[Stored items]
* * * *
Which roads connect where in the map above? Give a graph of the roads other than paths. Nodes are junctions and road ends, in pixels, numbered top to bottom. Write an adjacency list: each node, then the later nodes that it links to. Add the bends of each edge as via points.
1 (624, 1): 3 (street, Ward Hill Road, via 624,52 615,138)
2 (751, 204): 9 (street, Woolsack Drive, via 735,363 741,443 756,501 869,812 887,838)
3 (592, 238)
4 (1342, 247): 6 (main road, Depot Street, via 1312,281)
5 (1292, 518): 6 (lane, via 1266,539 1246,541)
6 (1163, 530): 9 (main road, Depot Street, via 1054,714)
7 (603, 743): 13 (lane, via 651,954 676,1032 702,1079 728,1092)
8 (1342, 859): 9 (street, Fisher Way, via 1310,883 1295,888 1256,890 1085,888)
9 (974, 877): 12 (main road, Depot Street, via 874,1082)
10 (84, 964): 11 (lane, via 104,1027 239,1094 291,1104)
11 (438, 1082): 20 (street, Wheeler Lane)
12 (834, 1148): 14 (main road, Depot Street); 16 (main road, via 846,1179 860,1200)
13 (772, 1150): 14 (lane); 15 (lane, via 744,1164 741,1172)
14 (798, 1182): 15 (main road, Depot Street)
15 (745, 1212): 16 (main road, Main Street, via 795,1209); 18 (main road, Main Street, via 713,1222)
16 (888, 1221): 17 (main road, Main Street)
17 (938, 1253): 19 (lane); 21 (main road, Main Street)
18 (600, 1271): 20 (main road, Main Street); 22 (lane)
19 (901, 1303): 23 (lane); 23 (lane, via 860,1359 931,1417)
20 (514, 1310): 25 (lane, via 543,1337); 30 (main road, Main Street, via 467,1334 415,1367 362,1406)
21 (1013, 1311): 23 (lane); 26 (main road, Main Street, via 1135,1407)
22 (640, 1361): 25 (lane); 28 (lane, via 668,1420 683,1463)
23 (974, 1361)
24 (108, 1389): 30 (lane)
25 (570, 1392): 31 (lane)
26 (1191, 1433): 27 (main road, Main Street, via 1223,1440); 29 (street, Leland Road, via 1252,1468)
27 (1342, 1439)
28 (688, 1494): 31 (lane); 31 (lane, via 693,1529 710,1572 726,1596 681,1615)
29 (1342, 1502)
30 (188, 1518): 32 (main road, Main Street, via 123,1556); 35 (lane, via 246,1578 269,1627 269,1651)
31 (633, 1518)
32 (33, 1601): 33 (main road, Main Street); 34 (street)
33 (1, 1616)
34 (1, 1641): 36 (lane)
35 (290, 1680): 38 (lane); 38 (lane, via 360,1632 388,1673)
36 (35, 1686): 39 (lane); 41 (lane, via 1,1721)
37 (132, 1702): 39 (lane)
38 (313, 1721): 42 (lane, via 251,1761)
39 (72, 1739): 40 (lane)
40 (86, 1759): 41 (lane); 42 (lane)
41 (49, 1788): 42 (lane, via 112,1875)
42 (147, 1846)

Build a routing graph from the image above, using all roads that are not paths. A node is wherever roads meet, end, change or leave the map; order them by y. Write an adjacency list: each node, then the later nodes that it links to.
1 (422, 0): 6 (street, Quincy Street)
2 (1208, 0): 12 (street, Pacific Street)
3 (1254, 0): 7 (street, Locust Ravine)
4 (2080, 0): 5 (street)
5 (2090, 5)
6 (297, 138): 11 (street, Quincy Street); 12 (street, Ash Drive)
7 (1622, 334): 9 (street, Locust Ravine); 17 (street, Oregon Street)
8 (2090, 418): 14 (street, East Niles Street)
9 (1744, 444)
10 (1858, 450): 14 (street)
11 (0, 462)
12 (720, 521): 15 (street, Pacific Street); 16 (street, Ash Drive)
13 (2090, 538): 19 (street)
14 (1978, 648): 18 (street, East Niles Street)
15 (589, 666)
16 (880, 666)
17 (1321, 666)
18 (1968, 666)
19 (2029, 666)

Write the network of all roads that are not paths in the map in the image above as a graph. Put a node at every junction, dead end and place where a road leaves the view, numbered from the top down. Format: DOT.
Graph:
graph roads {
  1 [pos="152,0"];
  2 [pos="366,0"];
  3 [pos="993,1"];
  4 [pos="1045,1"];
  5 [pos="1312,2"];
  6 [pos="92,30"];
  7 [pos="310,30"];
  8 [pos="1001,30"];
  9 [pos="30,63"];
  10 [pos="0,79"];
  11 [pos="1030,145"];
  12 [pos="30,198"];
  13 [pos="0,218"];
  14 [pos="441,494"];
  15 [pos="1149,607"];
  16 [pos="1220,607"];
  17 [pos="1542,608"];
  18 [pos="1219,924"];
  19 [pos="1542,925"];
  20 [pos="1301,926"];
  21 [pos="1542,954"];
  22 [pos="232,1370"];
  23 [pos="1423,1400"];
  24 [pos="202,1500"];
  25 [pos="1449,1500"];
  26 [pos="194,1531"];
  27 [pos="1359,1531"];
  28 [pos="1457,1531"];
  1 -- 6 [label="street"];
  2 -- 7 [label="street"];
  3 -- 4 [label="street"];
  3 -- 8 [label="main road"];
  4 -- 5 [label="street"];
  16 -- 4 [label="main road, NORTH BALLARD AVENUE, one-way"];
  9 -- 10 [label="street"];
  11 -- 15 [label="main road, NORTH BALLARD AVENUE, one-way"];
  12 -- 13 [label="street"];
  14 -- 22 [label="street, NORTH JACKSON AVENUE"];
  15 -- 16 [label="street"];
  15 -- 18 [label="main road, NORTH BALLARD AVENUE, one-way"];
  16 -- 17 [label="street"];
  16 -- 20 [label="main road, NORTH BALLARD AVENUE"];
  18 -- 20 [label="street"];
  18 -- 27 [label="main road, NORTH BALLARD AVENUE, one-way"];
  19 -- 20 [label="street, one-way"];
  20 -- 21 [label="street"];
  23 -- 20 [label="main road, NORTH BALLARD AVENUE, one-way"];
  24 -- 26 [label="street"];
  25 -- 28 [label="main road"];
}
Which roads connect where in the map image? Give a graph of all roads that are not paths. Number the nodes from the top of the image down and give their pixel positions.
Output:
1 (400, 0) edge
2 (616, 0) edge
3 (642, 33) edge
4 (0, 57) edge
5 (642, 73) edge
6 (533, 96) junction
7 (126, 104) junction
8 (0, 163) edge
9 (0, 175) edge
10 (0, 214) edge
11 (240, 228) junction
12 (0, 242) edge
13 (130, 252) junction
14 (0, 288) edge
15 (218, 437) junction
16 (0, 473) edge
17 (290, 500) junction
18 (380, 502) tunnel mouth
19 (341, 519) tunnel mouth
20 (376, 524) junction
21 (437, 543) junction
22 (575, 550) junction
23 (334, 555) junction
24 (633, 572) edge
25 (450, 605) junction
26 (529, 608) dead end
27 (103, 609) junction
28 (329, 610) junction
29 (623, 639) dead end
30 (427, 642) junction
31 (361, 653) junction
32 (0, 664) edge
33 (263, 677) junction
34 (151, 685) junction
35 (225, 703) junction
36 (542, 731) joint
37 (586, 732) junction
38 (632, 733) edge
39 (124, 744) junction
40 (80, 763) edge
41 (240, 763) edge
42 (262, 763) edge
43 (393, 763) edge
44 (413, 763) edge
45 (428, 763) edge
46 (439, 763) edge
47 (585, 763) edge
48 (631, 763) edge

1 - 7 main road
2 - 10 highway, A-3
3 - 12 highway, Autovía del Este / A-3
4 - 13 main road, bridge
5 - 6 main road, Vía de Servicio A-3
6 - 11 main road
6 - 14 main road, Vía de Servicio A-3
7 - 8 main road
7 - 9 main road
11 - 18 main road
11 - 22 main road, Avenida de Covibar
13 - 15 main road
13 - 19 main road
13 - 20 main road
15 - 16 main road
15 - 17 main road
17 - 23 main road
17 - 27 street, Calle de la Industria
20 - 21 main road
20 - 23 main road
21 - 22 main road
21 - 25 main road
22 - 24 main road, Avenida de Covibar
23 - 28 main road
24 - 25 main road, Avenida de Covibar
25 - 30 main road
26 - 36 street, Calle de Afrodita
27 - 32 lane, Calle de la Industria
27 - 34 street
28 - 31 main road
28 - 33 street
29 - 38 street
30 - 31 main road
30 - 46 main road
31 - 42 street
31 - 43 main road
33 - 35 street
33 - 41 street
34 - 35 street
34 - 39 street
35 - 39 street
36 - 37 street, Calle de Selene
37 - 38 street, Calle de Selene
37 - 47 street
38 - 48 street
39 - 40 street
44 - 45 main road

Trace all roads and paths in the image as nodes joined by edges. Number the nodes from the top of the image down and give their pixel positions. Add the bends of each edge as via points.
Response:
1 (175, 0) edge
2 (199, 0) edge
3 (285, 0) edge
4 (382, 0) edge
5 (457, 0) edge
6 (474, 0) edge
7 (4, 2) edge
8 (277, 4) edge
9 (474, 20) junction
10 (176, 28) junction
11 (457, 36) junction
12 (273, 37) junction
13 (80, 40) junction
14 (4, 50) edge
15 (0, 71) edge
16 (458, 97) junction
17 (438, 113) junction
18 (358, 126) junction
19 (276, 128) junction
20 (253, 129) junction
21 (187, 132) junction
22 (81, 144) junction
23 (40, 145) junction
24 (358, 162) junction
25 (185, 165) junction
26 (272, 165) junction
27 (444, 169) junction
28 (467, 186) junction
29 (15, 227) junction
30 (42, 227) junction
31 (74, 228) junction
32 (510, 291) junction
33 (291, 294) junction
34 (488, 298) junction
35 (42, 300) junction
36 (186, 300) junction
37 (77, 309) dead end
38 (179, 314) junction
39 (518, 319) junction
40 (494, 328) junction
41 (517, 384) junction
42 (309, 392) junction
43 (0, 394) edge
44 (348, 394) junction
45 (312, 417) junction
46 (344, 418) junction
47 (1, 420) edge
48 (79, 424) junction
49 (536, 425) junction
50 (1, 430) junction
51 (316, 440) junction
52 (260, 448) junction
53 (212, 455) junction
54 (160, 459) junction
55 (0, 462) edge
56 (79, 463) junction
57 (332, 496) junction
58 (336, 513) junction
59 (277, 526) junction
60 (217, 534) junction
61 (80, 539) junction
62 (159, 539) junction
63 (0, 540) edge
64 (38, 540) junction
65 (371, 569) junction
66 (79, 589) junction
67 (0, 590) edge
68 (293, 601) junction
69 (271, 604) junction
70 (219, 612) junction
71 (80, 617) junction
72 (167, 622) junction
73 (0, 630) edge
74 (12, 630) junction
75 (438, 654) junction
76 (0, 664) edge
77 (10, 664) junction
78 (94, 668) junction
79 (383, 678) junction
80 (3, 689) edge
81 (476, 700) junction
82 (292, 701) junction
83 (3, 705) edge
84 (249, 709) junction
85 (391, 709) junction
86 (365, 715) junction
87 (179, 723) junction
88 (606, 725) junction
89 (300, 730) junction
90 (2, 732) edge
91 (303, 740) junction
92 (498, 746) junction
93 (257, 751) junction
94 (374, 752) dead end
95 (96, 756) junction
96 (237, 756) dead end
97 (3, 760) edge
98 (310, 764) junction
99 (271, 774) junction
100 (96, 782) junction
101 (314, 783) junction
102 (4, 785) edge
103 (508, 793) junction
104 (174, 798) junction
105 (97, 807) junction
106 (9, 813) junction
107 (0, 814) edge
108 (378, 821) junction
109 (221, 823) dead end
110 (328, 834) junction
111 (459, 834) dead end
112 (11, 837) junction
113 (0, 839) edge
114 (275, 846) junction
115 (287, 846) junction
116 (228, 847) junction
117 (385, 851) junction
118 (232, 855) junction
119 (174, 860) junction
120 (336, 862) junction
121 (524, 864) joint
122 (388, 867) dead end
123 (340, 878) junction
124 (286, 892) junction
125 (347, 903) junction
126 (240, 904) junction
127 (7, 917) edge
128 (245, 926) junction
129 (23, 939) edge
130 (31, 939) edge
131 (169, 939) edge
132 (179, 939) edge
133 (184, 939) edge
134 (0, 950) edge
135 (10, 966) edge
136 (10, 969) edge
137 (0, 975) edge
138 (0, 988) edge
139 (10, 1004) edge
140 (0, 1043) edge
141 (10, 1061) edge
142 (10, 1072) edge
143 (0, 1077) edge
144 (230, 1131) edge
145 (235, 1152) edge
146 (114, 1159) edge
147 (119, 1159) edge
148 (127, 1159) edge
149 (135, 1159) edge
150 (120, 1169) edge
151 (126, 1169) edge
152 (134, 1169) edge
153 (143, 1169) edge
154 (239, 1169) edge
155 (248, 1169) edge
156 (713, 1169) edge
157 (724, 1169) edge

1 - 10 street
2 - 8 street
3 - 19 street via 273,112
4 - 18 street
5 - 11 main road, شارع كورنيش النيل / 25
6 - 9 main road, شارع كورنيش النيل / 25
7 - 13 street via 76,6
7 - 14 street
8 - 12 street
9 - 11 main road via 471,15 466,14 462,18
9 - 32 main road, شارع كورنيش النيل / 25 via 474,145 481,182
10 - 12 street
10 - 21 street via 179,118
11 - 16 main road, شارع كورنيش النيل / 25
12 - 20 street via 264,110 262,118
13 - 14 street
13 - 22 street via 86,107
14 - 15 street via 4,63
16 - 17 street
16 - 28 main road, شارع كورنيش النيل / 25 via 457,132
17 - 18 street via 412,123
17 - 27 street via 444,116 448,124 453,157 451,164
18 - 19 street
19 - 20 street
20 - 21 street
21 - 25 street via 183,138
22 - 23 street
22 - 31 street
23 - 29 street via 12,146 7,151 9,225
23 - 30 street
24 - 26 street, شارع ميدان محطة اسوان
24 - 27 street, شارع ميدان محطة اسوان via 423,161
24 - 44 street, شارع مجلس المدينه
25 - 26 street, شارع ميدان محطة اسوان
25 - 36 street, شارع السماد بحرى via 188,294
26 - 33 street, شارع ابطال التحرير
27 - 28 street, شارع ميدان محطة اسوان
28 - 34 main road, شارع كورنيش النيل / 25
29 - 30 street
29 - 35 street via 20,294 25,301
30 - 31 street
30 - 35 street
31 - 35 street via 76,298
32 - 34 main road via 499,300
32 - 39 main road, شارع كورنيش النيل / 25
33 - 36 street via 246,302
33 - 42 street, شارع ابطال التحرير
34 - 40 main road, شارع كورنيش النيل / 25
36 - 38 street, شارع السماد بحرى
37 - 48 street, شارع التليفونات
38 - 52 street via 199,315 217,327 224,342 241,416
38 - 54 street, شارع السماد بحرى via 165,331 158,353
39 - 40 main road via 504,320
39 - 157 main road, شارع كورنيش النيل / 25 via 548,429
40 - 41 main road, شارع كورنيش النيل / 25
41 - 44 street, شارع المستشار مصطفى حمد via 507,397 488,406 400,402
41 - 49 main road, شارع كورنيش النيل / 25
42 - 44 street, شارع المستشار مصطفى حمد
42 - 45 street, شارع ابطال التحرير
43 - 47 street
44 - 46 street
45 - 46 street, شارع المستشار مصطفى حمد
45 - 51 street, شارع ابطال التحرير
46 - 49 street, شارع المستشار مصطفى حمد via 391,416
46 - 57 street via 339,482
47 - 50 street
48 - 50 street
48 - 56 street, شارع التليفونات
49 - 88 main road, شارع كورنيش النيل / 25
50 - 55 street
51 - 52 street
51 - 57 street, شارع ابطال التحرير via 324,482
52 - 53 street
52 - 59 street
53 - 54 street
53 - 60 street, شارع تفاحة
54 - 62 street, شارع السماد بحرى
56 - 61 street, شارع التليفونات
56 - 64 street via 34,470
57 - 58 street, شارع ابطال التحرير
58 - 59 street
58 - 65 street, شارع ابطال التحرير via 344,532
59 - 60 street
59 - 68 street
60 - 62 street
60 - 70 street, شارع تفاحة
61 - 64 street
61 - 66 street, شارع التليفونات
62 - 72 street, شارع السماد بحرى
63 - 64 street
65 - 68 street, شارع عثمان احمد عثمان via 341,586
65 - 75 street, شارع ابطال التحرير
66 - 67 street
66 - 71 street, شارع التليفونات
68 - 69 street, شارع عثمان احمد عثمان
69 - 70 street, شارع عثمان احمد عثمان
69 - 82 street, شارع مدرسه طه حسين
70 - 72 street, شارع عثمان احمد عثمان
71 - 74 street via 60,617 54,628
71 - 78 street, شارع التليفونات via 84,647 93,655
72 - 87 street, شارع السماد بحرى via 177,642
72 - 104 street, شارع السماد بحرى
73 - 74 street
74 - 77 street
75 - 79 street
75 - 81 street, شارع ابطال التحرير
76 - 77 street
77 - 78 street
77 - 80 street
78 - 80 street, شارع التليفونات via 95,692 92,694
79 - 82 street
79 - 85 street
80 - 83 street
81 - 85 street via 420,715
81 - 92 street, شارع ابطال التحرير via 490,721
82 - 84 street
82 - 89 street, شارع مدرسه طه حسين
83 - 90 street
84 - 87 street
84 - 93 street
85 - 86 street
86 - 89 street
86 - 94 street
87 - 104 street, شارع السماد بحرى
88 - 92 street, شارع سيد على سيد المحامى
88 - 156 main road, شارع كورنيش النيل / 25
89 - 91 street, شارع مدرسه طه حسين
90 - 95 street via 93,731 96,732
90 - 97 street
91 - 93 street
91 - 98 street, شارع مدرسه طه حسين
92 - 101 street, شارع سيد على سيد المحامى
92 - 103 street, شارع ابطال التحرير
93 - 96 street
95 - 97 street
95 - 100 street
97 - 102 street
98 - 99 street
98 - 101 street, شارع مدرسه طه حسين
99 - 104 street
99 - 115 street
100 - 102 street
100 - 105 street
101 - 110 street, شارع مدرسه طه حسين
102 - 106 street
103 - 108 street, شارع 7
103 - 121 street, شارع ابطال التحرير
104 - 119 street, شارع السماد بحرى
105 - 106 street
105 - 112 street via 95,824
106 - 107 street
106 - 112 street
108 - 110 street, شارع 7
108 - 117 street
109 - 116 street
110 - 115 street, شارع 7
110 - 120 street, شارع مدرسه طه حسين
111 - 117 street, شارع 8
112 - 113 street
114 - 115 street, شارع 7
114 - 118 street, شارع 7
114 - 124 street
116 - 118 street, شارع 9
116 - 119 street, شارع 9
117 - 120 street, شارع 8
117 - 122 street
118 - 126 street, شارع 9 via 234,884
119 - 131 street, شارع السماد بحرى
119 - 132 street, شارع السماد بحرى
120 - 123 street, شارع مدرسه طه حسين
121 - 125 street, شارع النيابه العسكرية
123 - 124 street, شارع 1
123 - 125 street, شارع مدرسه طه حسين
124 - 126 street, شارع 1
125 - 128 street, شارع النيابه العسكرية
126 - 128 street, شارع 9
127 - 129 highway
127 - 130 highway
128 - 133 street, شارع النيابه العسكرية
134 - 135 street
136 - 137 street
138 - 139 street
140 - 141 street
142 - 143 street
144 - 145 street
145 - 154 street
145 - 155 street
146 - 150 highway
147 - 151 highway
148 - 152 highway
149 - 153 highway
* * * *
## Instructions for the task
Of the entries listed above, reproduce only the lines starting at the line containing "Build a routing" and ending at the line containing "Write the network". Include both, exactly as they stand.

## Result for this task
Build a routing graph from the image above, using all roads that are not paths. A node is wherever roads meet, end, change or leave the map; order them by y. Write an adjacency list: each node, then the later nodes that it links to.
1 (422, 0): 6 (street, Quincy Street)
2 (1208, 0): 12 (street, Pacific Street)
3 (1254, 0): 7 (street, Locust Ravine)
4 (2080, 0): 5 (street)
5 (2090, 5)
6 (297, 138): 11 (street, Quincy Street); 12 (street, Ash Drive)
7 (1622, 334): 9 (street, Locust Ravine); 17 (street, Oregon Street)
8 (2090, 418): 14 (street, East Niles Street)
9 (1744, 444)
10 (1858, 450): 14 (street)
11 (0, 462)
12 (720, 521): 15 (street, Pacific Street); 16 (street, Ash Drive)
13 (2090, 538): 19 (street)
14 (1978, 648): 18 (street, East Niles Street)
15 (589, 666)
16 (880, 666)
17 (1321, 666)
18 (1968, 666)
19 (2029, 666)

Write the network of all roads that are not paths in the map in the image above as a graph. Put a node at every junction, dead end and place where a road leaves the view, numbered from the top down. Format: DOT.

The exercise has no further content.